Deputy City Manager Brian Pahle guided the council through the recent history of city-driven downtown development proposals.

A 2016 RFP failed to gain traction.

“In 2019 we still saw the need for downtown hotel so we released a new RFP for a hotel on the Dogwood site, in conjunction with our budding discussions about a downtown parking deck,” Pahle said.

The city acquired land on Fifth Avenue West at Church Street and began construction on the deck, which opened in 2023.

“At the start of 2020 we engaged Blue Star Hospitality for a Spring Hill Suites on the Dogwood site and then we all remember what happened a couple months later: Covid occurred, and the city and Blue Star unwound the agreement based on the feasibility of that project moving forward,” Pahle said.

The next year, the city council granted a rezoning for a boutique hotel called the Courthouse Inn behind the Historic Courthouse.

“And we approved plans for the Cedars Fairmont that is moving forward as well,” Pahle said. “The Courthouse Inn has not moved forward, and we have not seen any sort of motion on that.”

Connet said in an interview Monday that the latest the city has heard from the Cedars developer is that construction “should restart after the first of the year.” One of the holdups — a building height issue with the second wing — has been resolved, Connet said, and the developer has an active zoning permit.
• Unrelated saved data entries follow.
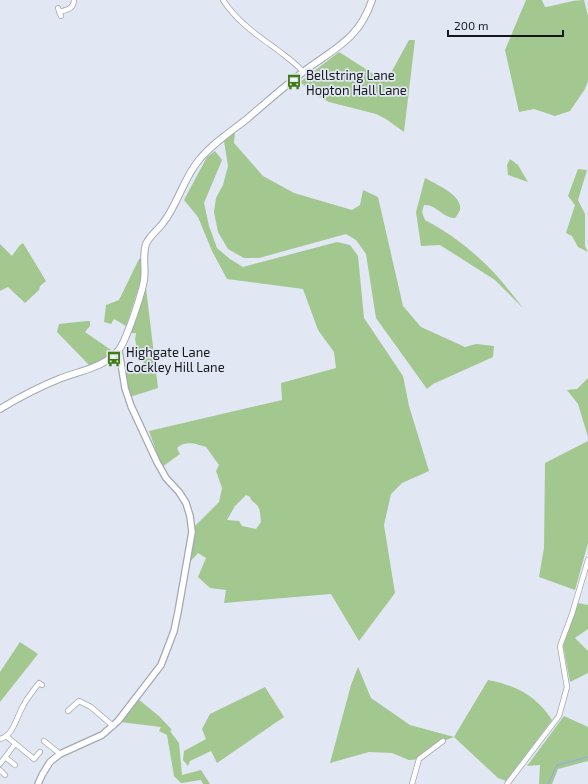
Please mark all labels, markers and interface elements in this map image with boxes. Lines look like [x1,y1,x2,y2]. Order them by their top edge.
scale bar [448,12,563,38]
text: 200 m [454,18,488,32]
place label: Bellstring Lane Hopton Hall Lane [306,67,407,98]
bus stop icon: Bellstring Lane Hopton Hall Lane [285,73,303,91]
place label: Highgate Lane Cockley Hill Lane [126,344,225,375]
bus stop icon: Highgate Lane Cockley Hill Lane [105,350,123,368]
“At this point,” Pahle told the council, “based on no motion on the Courthouse Inn and really the Cedars Fairmont being more of a condominium project with options for lockout (hotel) rooms, we still feel that there is a need for a downtown hotel.”

 

‘We think we’re in a better position now’

 

Connet said this week that the timing is better now than it was five years ago. “We have had inquiries from developers who were looking for a site around the downtown,” he said. “We’ve got this Dogwood lot. An RFP also gives us control. We could to a public-private partnership and have more say in the appearance, how it plays with our Main Street.”

The property was appraised this month at $4,335,000. State law bars the city from giving the land to a developer but can sell it and negotiate building conditions under a process guided by the state general statutes.
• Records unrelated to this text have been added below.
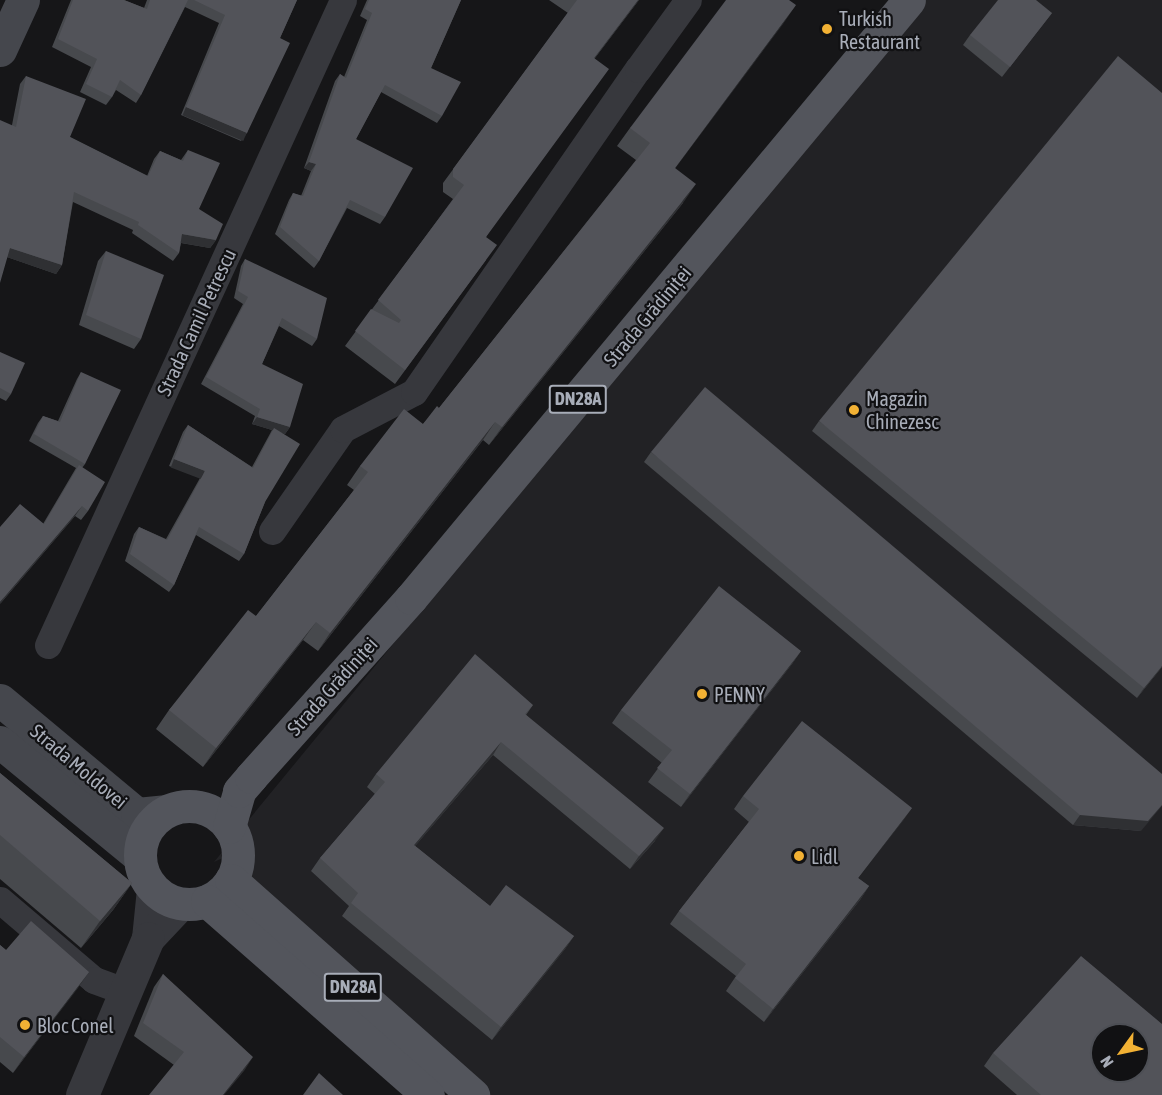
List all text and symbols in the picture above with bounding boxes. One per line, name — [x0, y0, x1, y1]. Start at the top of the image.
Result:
place label: Turkish Restaurant — [839, 6, 920, 53]
marker: Turkish Restaurant — [820, 22, 834, 36]
street label: Strada Camil Petrescu — [151, 245, 241, 399]
street label: Strada Grădiniței — [598, 261, 696, 371]
road number: DN28A — [548, 384, 608, 414]
place label: Magazin Chinezesc — [866, 386, 939, 433]
marker: Magazin Chinezesc — [847, 403, 861, 417]
street label: Strada Grădiniței — [282, 632, 382, 740]
place label: PENNY — [714, 682, 765, 706]
marker: PENNY — [695, 687, 709, 701]
street label: Strada Moldovei — [26, 719, 132, 813]
place label: Lidl — [811, 844, 838, 868]
marker: Lidl — [792, 849, 806, 863]
road number: DN28A — [323, 972, 383, 1002]
place label: Bloc Conel — [37, 1013, 114, 1037]
marker: Bloc Conel — [18, 1018, 32, 1032]
north arrow — [1090, 1023, 1150, 1083]
text: N — [1096, 1053, 1117, 1071]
Parking was a question mark when the city entertained the idea of a Dogwood site hotel six years ago. Today, the parking garage enhances the viability.

“We think we’re in a better position now,” Connet said. “The parking deck is functioning, it’s a 257-slot deck, clearly there’s capacity in the deck.” The surplus capacity could be used in negotiations with a potential hotelier. “We cannot give the spaces away but we can develop a lease for the hotel.”

Both Connet and Pahle point out that development of the Dogwood lot is identified as a priority in the city’s GenH land-use plan.

“The Downtown Master Plan guidance identifies the site as the most suitable for commercial development,” Pahle told the council. “It also identifies it as underdeveloped and identifies mixed-use infill on the ‘downtown edge master plan’ for that site.”

 

Tax district could expand

As part of the development plan, the city staff is recommending that the council expand the city’s municipal taxing district, taking in the Dogwood site, the Cedars Fairmont, the Waverly Inn and Charleston Inn on North Main Street.

The “Downtown Edge Hospitality district would be more of an inns and hotels area that we would then try to support through enhanced municipal services” such as “infrastructure improvements, including streetscapes, water, sewer infrastructure and the like.”

Connet said city staffers have not yet engaged the property owners in the taxing district proposal; the expansion would add a 21-cent/$100 valuation tax to the downtown edge real estate. Similar to an annexation, the tax district expansion would require public hearings. The city’s preliminary analysis projected that the tax district expansion could generate around $400,000 a year in revenue.

With the council’s authorization, the staff was scheduled to send out the RFP on Monday, Dec. 15, giving developers a deadline of Feb. 15 to respond.  Staff review would start the next day Feb. 16, followed by council review and an up or down vote.

“At any point, you can withdraw the RFP or decide to not move forward,” Connet said. “But we just want to do it publicly and give you opportunity for questions or any change in direction.”